Commentaires du texte d'Alain Olive (Unsa) : "Adapter ..."

Publié le par Patrick LEBORGNE

Alain Olive (Unsa) : "Adapter notre modèle social sans que nos droits soient rognés"


 Commentaires

 

 

 

Je n’ai rien à rajouter sur le fond et la forme à la tribune d‘Alain Olive. Par contre, je me permets de dire qu’il manque l’essentiel, qu’entend-on par un syndicalisme réformiste ? Si nous nous situons dans notre histoire syndicale franco-française nous remarquons qu’il y a peu de temps dans les statuts de la CGT figurait encore le terme de syndicalisme révolutionnaire. Or depuis que Bernard THIBAULT en est le secrétaire général cette confédération s’est recentrée vers le réformisme.

 

L’état des forces en présence :

 

CGT = création en 1985 par l’unification des maisons du peuples et les bourses du travail, (anarcho-syndicalistes et socialistes-révolutionnaires) 1906 adoption de la charte d’Amiens en opposition au congrès du Globe et à l’unification des socialistes, séparation du politique et du syndicalisme… On en souffre encore aujourd’hui !!!!

Après le congrès de la SFIO de Tours en 1920 et la création du PCF, scission de la CGT 1922, création de la CGT-U (communistes) puis réunification de la CGT en 1935.

 

CFTC => CFDT = création en 1910, suite à l’encyclique d’un pape « rénové……. » scission en 1964 déconfessionnalisation et création de la CFDT.

 

FO = scission de la CGT en 1947 (CGT-FO) purement républicain, laïc et anti-communiste, implantée dans le secteur public.

 

CGC = création le 15 octobre 1944, ou plus précisément au moment des grèves d »e 1936 puisque le syndicalisme cadre était signataires des accords de Matignon.

 

FEN = scission de la CGT en en mars 1946, puis divorce de 1992 avec la création de la FSU…

 

UNSA création en 1993, fusion des syndicats autonomes de fonctionnaires et agents publics et de la FEN.

G10 - SUD = à la suite du grave échec de la CFDT aux élections professionnelles de la postes en 1990 suite à la loi Quilles (séparation de France télécom et de la poste) création du Sud, avec la fusion du CRC Santé (ex CFDT) la LCR encourage ce développement.

 

 

Nous sommes un des pays du monde où le syndicalisme est le plus morcelé, et où sa représentation est la plus faible.
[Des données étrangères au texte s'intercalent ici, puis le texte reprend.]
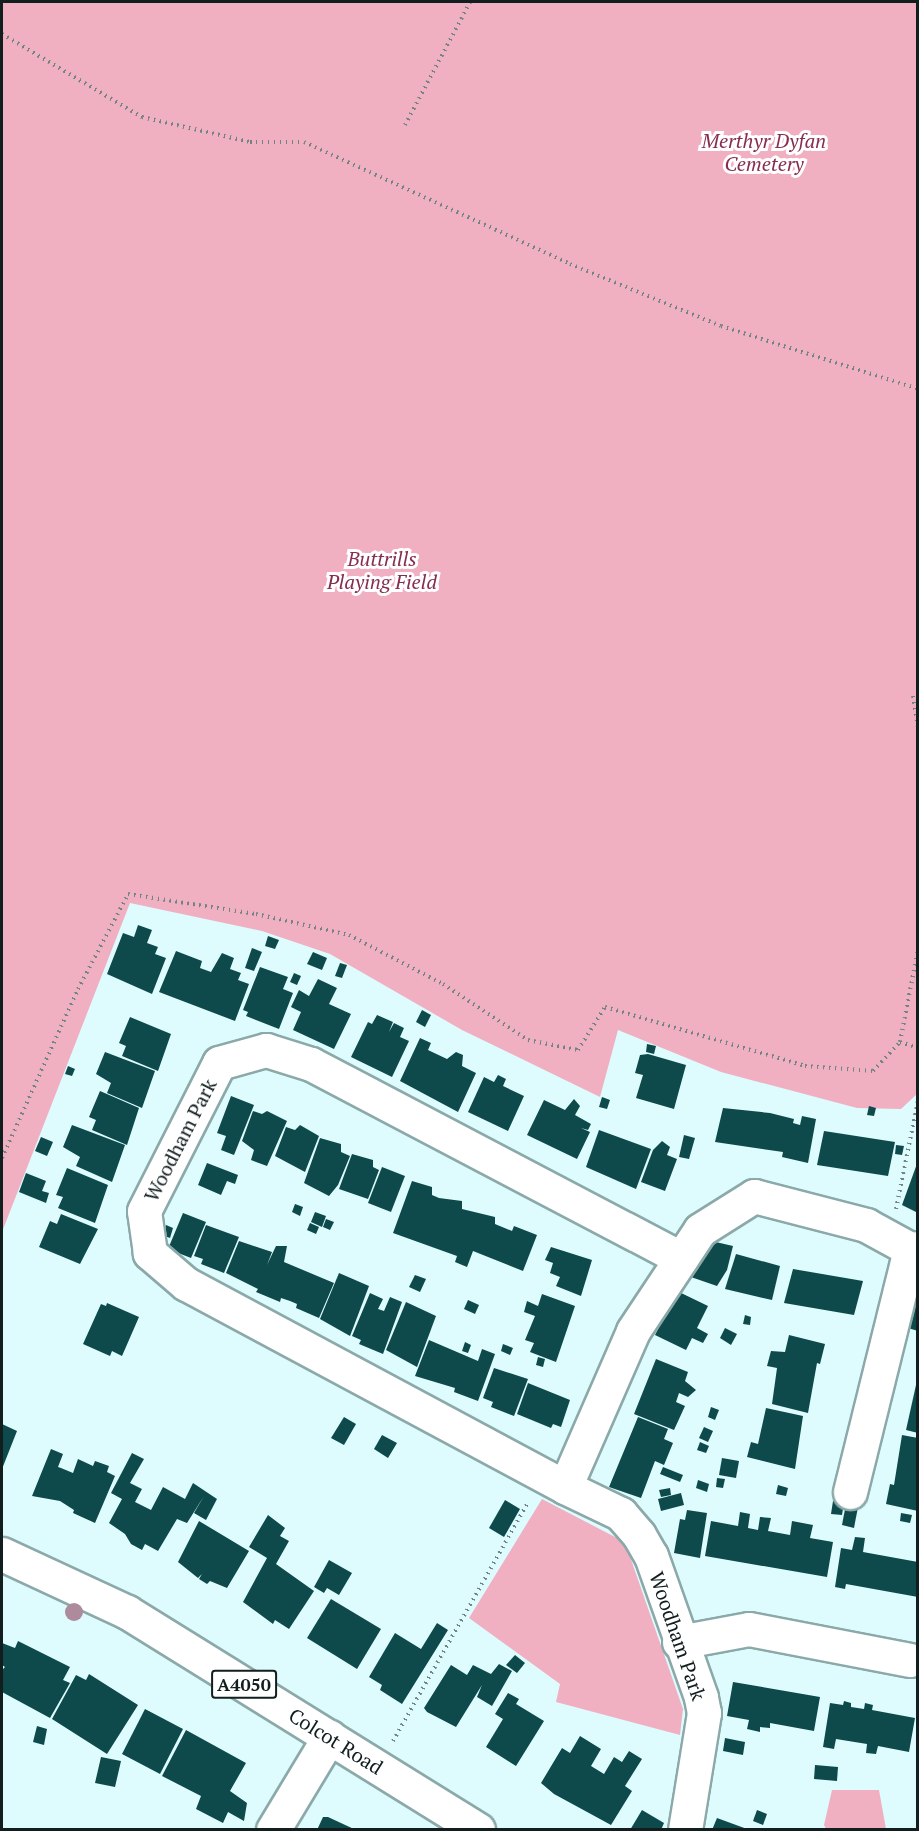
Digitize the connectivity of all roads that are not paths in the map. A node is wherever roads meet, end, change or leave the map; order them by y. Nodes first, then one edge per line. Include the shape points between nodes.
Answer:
1 (906, 1245) edge
2 (681, 1258) junction
3 (554, 1481) junction
4 (850, 1492) dead end
5 (2, 1554) edge
6 (680, 1642) junction
7 (910, 1660) dead end
8 (329, 1737) junction
9 (273, 1830) edge
10 (478, 1830) edge
11 (685, 1830) edge

1 - 2 street via 866,1225 754,1196 700,1230
1 - 4 street
2 - 3 street via 633,1331
2 - 3 street, Woodham Park via 311,1064 266,1050 219,1063 144,1211 150,1253 186,1284
3 - 6 street, Woodham Park via 621,1514 639,1535 651,1556
5 - 8 street, Colcot Road / A4050 via 127,1612
6 - 7 street via 749,1629
6 - 11 street, Woodham Park via 704,1713
8 - 9 street
8 - 10 street, Colcot Road / A4050

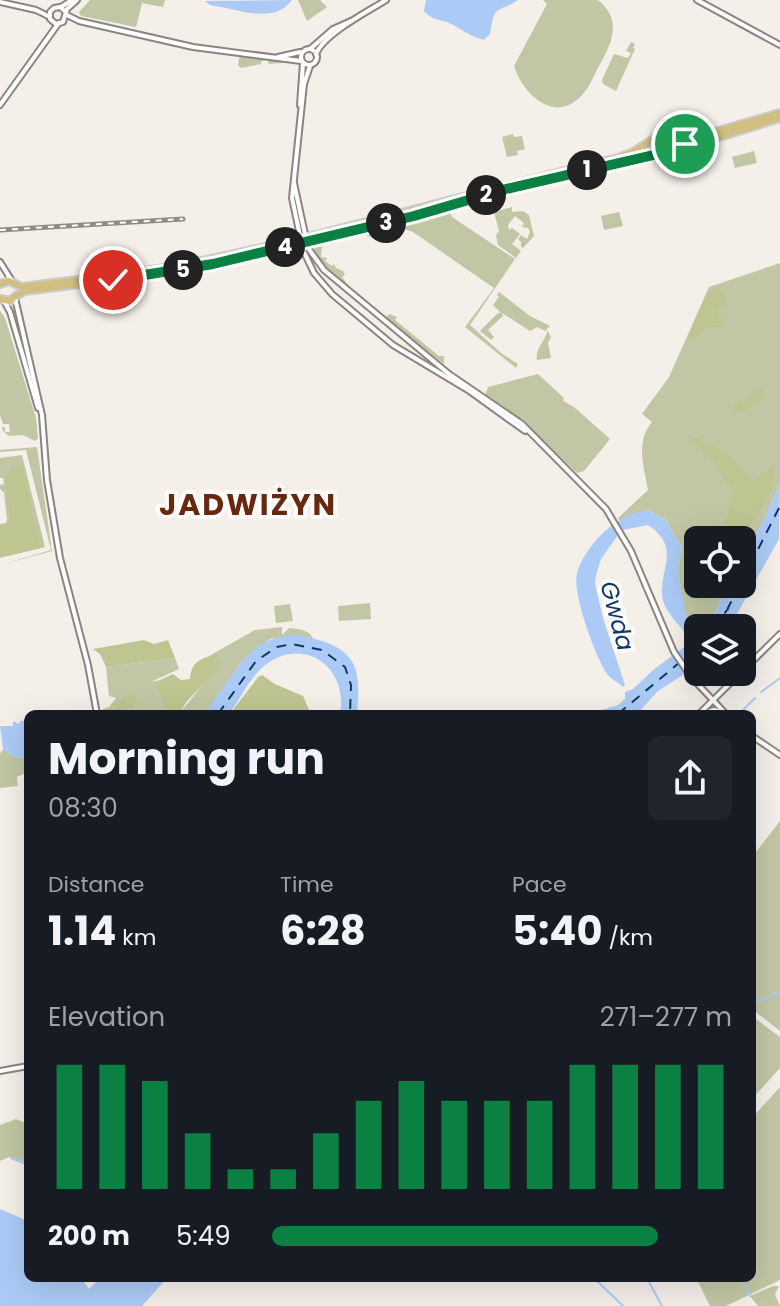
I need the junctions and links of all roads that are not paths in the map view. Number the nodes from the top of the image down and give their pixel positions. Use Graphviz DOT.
graph roads {
  1 [pos="74,0"];
  2 [pos="386,0"];
  3 [pos="697,0"];
  4 [pos="0,2"];
  5 [pos="60,7"];
  6 [pos="36,10"];
  7 [pos="52,10"];
  8 [pos="66,14"];
  9 [pos="361,17"];
  10 [pos="50,19"];
  11 [pos="79,21"];
  12 [pos="59,24"];
  13 [pos="41,45"];
  14 [pos="780,45"];
  15 [pos="310,49"];
  16 [pos="303,52"];
  17 [pos="316,54"];
  18 [pos="277,57"];
  19 [pos="302,62"];
  20 [pos="310,66"];
  21 [pos="0,105"];
  22 [pos="300,116"];
  23 [pos="780,116"];
  24 [pos="682,134"];
  25 [pos="684,148"];
  26 [pos="303,240"];
  27 [pos="0,262"];
  28 [pos="0,281"];
  29 [pos="14,283"];
  30 [pos="349,291"];
  31 [pos="332,294"];
  32 [pos="16,297"];
  33 [pos="1,300"];
  34 [pos="410,341"];
  35 [pos="393,345"];
  36 [pos="43,434"];
  37 [pos="534,436"];
  38 [pos="780,634"];
  39 [pos="713,701"];
  40 [pos="97,710"];
  41 [pos="705,710"];
  42 [pos="721,710"];
  43 [pos="756,739"];
  44 [pos="780,755"];
  45 [pos="24,1067"];
  46 [pos="0,1071"];
  1 -- 5 [label="street"];
  1 -- 8 [label="street"];
  2 -- 9 [label="street"];
  3 -- 14 [label="street"];
  4 -- 6 [label="street"];
  5 -- 7 [label="street"];
  5 -- 8 [label="street"];
  6 -- 7 [label="street"];
  6 -- 10 [label="street"];
  7 -- 10 [label="street"];
  8 -- 11 [label="street"];
  8 -- 12 [label="street"];
  9 -- 15 [label="street"];
  9 -- 17 [label="street"];
  10 -- 12 [label="street"];
  10 -- 13 [label="street"];
  11 -- 12 [label="street"];
  11 -- 18 [label="street"];
  12 -- 13 [label="street"];
  13 -- 21 [label="street"];
  15 -- 16 [label="street"];
  15 -- 17 [label="street"];
  16 -- 18 [label="street"];
  16 -- 19 [label="street"];
  17 -- 20 [label="street"];
  18 -- 19 [label="street"];
  19 -- 20 [label="street"];
  19 -- 22 [label="street"];
  20 -- 22 [label="street"];
  22 -- 26 [label="street"];
  23 -- 24 [label="main road"];
  23 -- 25 [label="main road"];
  24 -- 25 [label="main road"];
  24 -- 26 [label="main road"];
  25 -- 26 [label="main road"];
  26 -- 29 [label="main road"];
  26 -- 30 [label="street"];
  26 -- 31 [label="street"];
  26 -- 32 [label="main road"];
  27 -- 29 [label="street"];
  28 -- 29 [label="main road"];
  29 -- 32 [label="main road"];
  30 -- 31 [label="street"];
  30 -- 34 [label="street"];
  31 -- 35 [label="street"];
  32 -- 33 [label="main road"];
  32 -- 36 [label="street"];
  33 -- 36 [label="street"];
  34 -- 35 [label="street"];
  34 -- 37 [label="street"];
  35 -- 37 [label="street"];
  36 -- 40 [label="street"];
  37 -- 39 [label="street"];
  38 -- 39 [label="street"];
  39 -- 41 [label="street"];
  39 -- 42 [label="street"];
  43 -- 44 [label="street"];
  45 -- 46 [label="street"];
}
Notons également que le mot à la mode est

« réformisme »

 

N’oublions pas que les salariés attendent :

 

- d’être défendus

- d’être écoutés,

- d’être pris en compte.

 

 

Dans la forme et le fond il y a très peu de différence entre le réformisme d’une CFDT, de l’UNSA, de la CFE-CGC et de la CFTC , si ce n’est la précipitation pour certains à signer des accords. La signature d’une centrale syndicale de 2 millions de travailleurs n’aurait pas le même retentissement et la même valeur que celle de 500000 adhérents. Les tentations liées à l’existence même n’ont pas les mêmes objectifs, ce qui peut effectivement expliquer des signatures précipitées.

 

La CGT, par la force des choses s’est émancipée du PC, elle siège à la CES, je ne suis pas sur que ses élus de la CES fassent la guerre à ceux d’FO ou de la CFDT à Bruxelles. Ne faut-il pas préserver le rapport de force….

 

 

Il n’y a place qu’à deux types de syndicalisme l’un plus revendicatif, de type G10, qui correspond à une besoin pour le patronat et pour des salariés plus combatifs et engagés. L’autre, sans être un syndicalisme de compromission, doit pratiquer le dialogue et la recherche du compromis.

 

Depuis 30 ans le mouvement syndical n’a fait que défendre les acquis de 1936 et du CNR. Il n’a pas cesser de perdre des adhérents, et comble de l’histoire, comme je l’explique plus haut, il n’a pas cessé de se diviser.

 

On trouvera toutes les bonnes excuses pour expliquer les scissions, séparations, divisions ! Les salariés doutent et fuient l’adhésion. Alors cesser d’être le chef d’une minorité et travailler pour vous rassembler et créer un mouvement syndical populaire et de masse.